'''

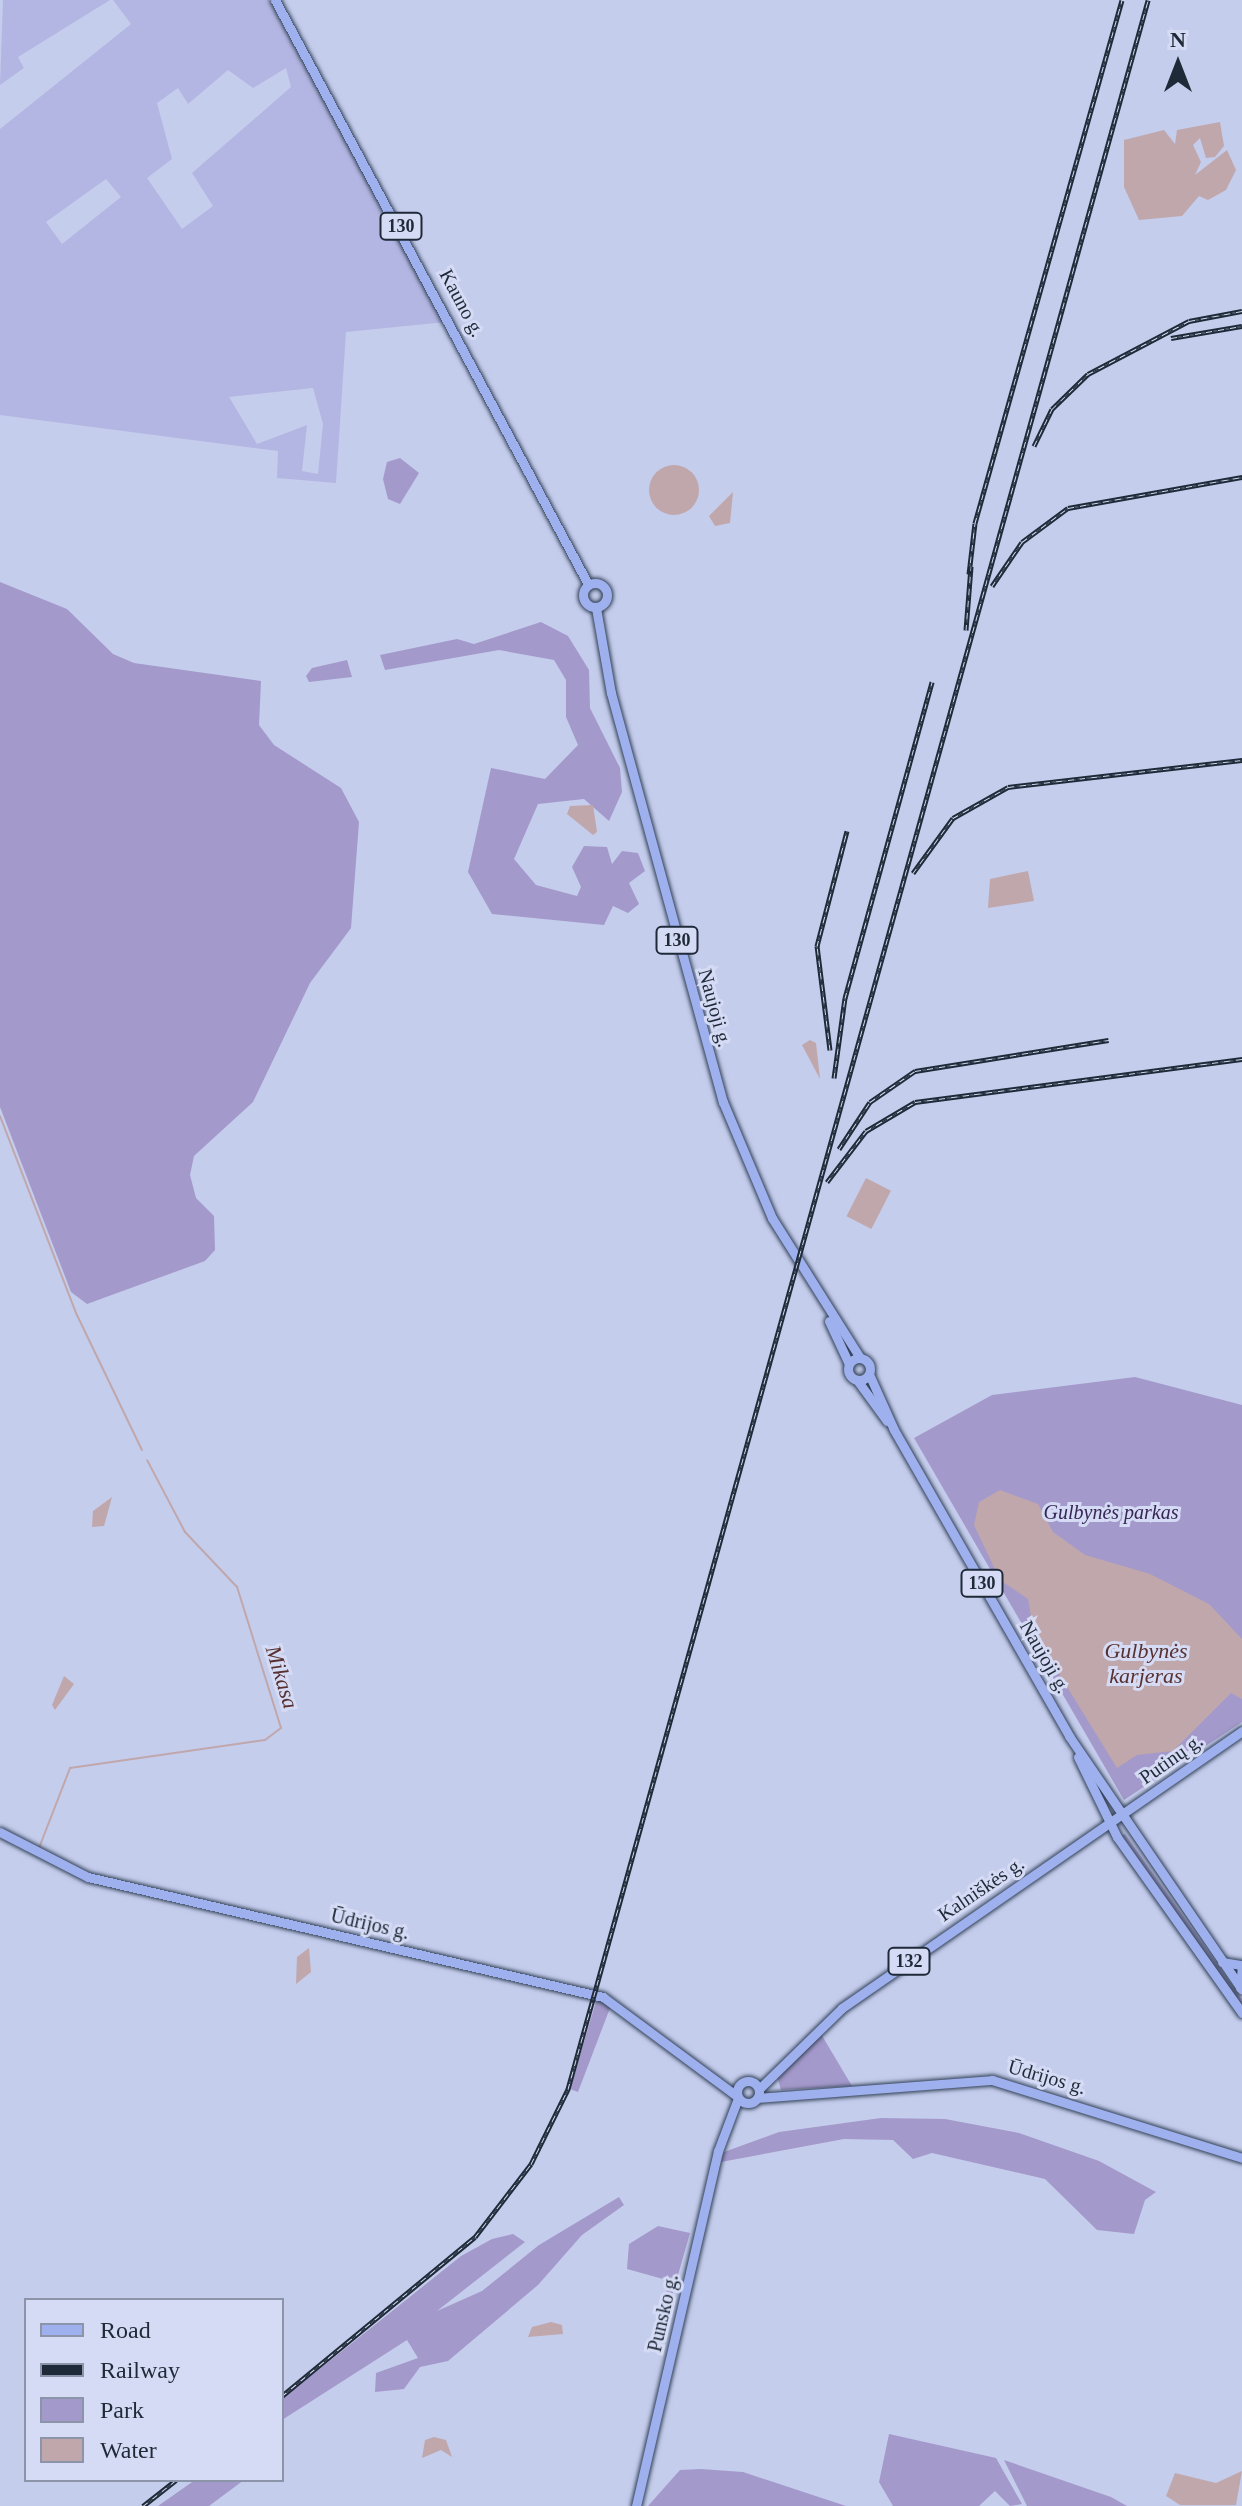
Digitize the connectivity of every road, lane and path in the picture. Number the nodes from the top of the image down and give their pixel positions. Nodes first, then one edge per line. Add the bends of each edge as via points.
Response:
1 (275, 0) edge
2 (588, 584) junction
3 (596, 608) junction
4 (823, 1307) junction
5 (860, 1358) junction
6 (849, 1364) junction
7 (869, 1374) junction
8 (857, 1380) junction
9 (894, 1430) junction
10 (1242, 1731) edge
11 (1069, 1736) junction
12 (1120, 1815) junction
13 (1110, 1822) junction
14 (0, 1832) edge
15 (1241, 1989) edge
16 (1242, 2013) edge
17 (789, 2055) junction
18 (776, 2071) junction
19 (716, 2082) junction
20 (754, 2088) junction
21 (782, 2093) junction
22 (738, 2097) junction
23 (748, 2104) junction
24 (726, 2128) junction
25 (1242, 2158) edge
26 (636, 2506) edge

1 - 2 main road, Kauno g. / 130
2 - 3 main road, 130 via 583,601
2 - 3 main road, 130 via 606,590
3 - 4 main road, Naujoji g. / 130 via 611,693 719,1090 750,1174
4 - 5 main road, Naujoji g. / 130
4 - 6 main road, Naujoji g. / 130
5 - 6 main road
5 - 7 main road, 130
6 - 8 main road, 130
7 - 8 main road
7 - 9 main road, Naujoji g. / 130
8 - 9 main road, Naujoji g. / 130
9 - 11 main road, Naujoji g. / 130
10 - 12 main road, Putinų g.
11 - 12 main road, Naujoji g. / 130
11 - 13 main road, Naujoji g.
12 - 13 main road, Kalniškės g. / 132
12 - 15 main road, Naujoji g. / 130
13 - 16 main road, Naujoji g.
13 - 17 main road, Kalniškės g. / 132 via 842,2008
14 - 19 main road, Ūdrijos g. via 88,1877 603,1997
17 - 18 main road, Kalniškės g. / 132
17 - 20 main road, Kalniškės g. / 132
18 - 20 main road, Kalniškės g. / 132
18 - 21 main road
19 - 20 main road, Ūdrijos g.
19 - 22 main road, Ūdrijos g.
20 - 21 main road, Ūdrijos g.
20 - 22 main road, Punsko g. / 132
20 - 23 main road, Punsko g. / 132
21 - 25 main road, Ūdrijos g. via 1004,2082
22 - 23 main road
22 - 24 main road, Punsko g. / 132
23 - 24 main road, Punsko g. / 132
24 - 26 main road, Punsko g. / 132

'''

— WHAT TO PRODUCE —
Exactly as they stand, set down all of the entries above, minus every picture.

— RESPONSE —
Digitize the connectivity of every road, lane and path in the picture. Number the nodes from the top of the image down and give their pixel positions. Nodes first, then one edge per line. Add the bends of each edge as via points.
Response:
1 (275, 0) edge
2 (588, 584) junction
3 (596, 608) junction
4 (823, 1307) junction
5 (860, 1358) junction
6 (849, 1364) junction
7 (869, 1374) junction
8 (857, 1380) junction
9 (894, 1430) junction
10 (1242, 1731) edge
11 (1069, 1736) junction
12 (1120, 1815) junction
13 (1110, 1822) junction
14 (0, 1832) edge
15 (1241, 1989) edge
16 (1242, 2013) edge
17 (789, 2055) junction
18 (776, 2071) junction
19 (716, 2082) junction
20 (754, 2088) junction
21 (782, 2093) junction
22 (738, 2097) junction
23 (748, 2104) junction
24 (726, 2128) junction
25 (1242, 2158) edge
26 (636, 2506) edge

1 - 2 main road, Kauno g. / 130
2 - 3 main road, 130 via 583,601
2 - 3 main road, 130 via 606,590
3 - 4 main road, Naujoji g. / 130 via 611,693 719,1090 750,1174
4 - 5 main road, Naujoji g. / 130
4 - 6 main road, Naujoji g. / 130
5 - 6 main road
5 - 7 main road, 130
6 - 8 main road, 130
7 - 8 main road
7 - 9 main road, Naujoji g. / 130
8 - 9 main road, Naujoji g. / 130
9 - 11 main road, Naujoji g. / 130
10 - 12 main road, Putinų g.
11 - 12 main road, Naujoji g. / 130
11 - 13 main road, Naujoji g.
12 - 13 main road, Kalniškės g. / 132
12 - 15 main road, Naujoji g. / 130
13 - 16 main road, Naujoji g.
13 - 17 main road, Kalniškės g. / 132 via 842,2008
14 - 19 main road, Ūdrijos g. via 88,1877 603,1997
17 - 18 main road, Kalniškės g. / 132
17 - 20 main road, Kalniškės g. / 132
18 - 20 main road, Kalniškės g. / 132
18 - 21 main road
19 - 20 main road, Ūdrijos g.
19 - 22 main road, Ūdrijos g.
20 - 21 main road, Ūdrijos g.
20 - 22 main road, Punsko g. / 132
20 - 23 main road, Punsko g. / 132
21 - 25 main road, Ūdrijos g. via 1004,2082
22 - 23 main road
22 - 24 main road, Punsko g. / 132
23 - 24 main road, Punsko g. / 132
24 - 26 main road, Punsko g. / 132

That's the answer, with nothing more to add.